(EXTRACTED RECORDS Opens)
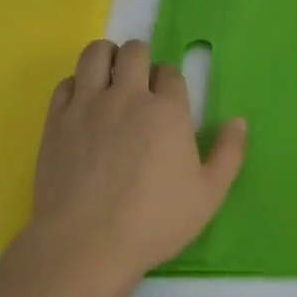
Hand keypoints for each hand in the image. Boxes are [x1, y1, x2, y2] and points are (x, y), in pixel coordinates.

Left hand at [28, 38, 247, 286]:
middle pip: (134, 51)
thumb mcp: (208, 196)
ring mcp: (88, 104)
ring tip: (109, 77)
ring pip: (96, 54)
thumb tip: (239, 121)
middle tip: (139, 84)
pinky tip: (82, 103)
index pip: (170, 73)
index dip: (170, 82)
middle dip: (140, 59)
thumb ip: (229, 154)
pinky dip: (76, 84)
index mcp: (167, 110)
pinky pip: (66, 82)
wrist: (85, 245)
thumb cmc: (153, 223)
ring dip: (107, 58)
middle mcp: (128, 95)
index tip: (167, 101)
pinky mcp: (57, 120)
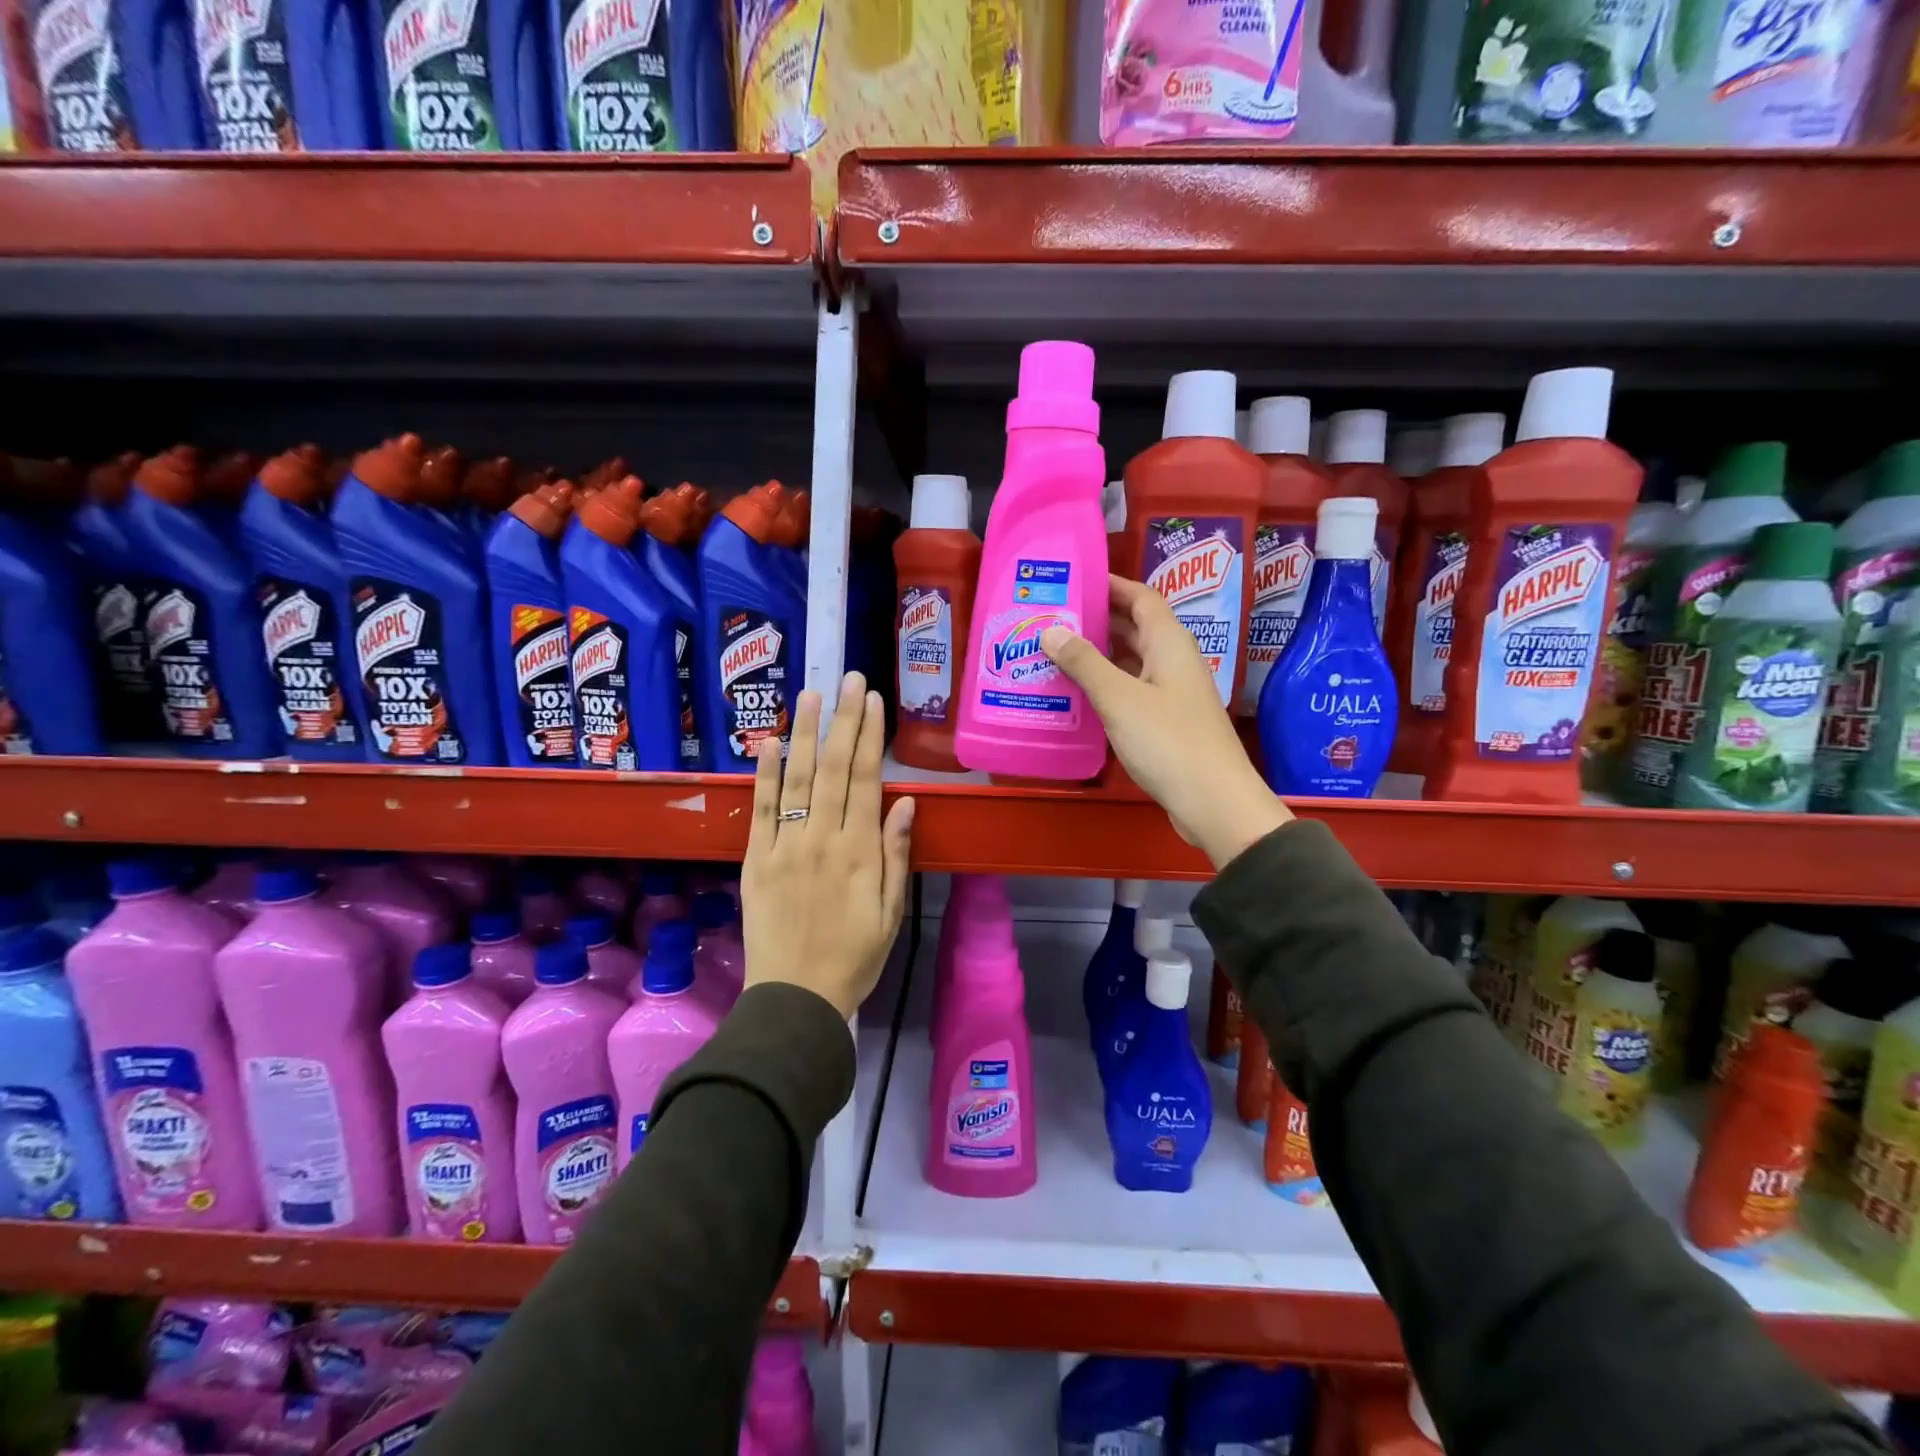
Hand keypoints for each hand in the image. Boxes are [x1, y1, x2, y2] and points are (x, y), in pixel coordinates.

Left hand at [741, 672, 915, 1017]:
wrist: (796, 997)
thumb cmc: (855, 956)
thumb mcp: (891, 912)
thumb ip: (897, 854)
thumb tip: (906, 801)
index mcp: (860, 852)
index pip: (866, 779)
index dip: (870, 736)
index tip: (872, 700)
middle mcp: (823, 839)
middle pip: (835, 769)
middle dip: (842, 719)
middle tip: (847, 678)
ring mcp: (786, 847)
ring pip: (797, 780)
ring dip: (805, 733)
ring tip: (810, 694)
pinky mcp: (757, 859)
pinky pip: (761, 810)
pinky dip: (764, 775)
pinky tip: (768, 743)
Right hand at [1042, 575, 1291, 868]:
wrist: (1213, 802)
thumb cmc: (1168, 741)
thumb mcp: (1119, 698)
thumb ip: (1084, 663)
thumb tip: (1051, 630)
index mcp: (1169, 643)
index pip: (1141, 597)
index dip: (1111, 585)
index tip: (1073, 580)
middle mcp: (1173, 661)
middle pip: (1134, 628)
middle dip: (1096, 620)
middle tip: (1051, 618)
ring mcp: (1171, 693)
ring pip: (1131, 662)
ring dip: (1097, 656)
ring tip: (1053, 653)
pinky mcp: (1166, 722)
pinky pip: (1131, 690)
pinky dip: (1105, 686)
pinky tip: (1075, 695)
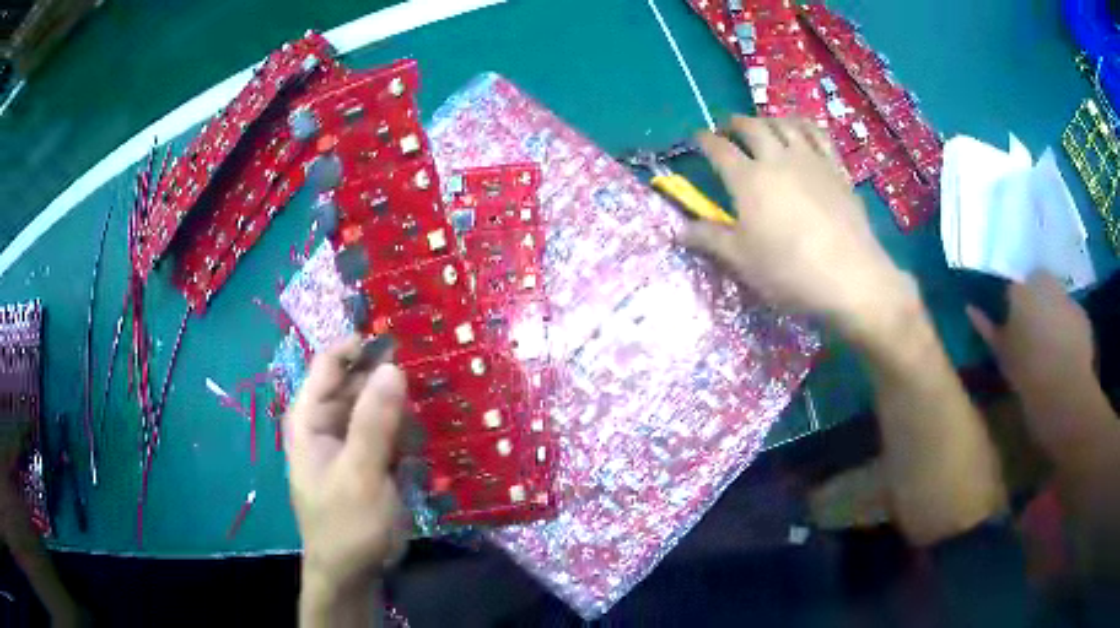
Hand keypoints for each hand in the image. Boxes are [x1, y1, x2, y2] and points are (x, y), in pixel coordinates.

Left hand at [286, 336, 409, 597]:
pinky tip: (432, 431)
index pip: (331, 362)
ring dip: (406, 403)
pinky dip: (410, 429)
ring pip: (380, 407)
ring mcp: (353, 442)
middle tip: (434, 367)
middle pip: (359, 382)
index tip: (405, 337)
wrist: (354, 574)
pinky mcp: (373, 461)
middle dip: (392, 375)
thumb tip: (394, 367)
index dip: (362, 345)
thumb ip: (374, 422)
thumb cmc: (346, 524)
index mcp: (310, 417)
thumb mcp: (359, 474)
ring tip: (440, 399)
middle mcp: (329, 422)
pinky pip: (393, 432)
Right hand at [681, 116, 915, 341]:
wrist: (850, 277)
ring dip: (768, 119)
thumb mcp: (743, 260)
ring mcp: (811, 160)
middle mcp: (777, 159)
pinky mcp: (837, 169)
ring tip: (763, 125)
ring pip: (785, 124)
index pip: (719, 149)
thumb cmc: (789, 272)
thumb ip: (710, 239)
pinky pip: (819, 134)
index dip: (704, 140)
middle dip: (735, 123)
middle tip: (728, 128)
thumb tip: (677, 230)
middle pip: (752, 127)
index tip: (697, 138)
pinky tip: (802, 130)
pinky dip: (804, 125)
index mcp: (748, 180)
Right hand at [967, 271, 1101, 453]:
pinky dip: (1068, 330)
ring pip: (1057, 301)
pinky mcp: (1083, 316)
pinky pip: (1072, 318)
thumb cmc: (1026, 372)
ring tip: (1050, 345)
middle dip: (1035, 301)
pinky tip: (1065, 353)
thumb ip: (987, 328)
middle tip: (1030, 331)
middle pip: (1038, 285)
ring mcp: (1067, 297)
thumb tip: (971, 308)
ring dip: (1053, 315)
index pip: (1013, 285)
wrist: (1063, 393)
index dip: (1012, 303)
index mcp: (1021, 287)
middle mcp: (1045, 282)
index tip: (1010, 321)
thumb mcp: (1001, 353)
(EXTRACTED RECORDS Closes)
Please let your answer be exactly the lines from the one holding "ring tip: (1050, 345)" through the last line of the entries above, both ends included.

RESPONSE TO THE TASK:
ring tip: (1050, 345)
middle dip: (1035, 301)
pinky tip: (1065, 353)
thumb ip: (987, 328)
middle tip: (1030, 331)
middle pip: (1038, 285)
ring mcp: (1067, 297)
thumb tip: (971, 308)
ring dip: (1053, 315)
index pip: (1013, 285)
wrist: (1063, 393)
index dip: (1012, 303)
index mcp: (1021, 287)
middle mcp: (1045, 282)
index tip: (1010, 321)
thumb mcp: (1001, 353)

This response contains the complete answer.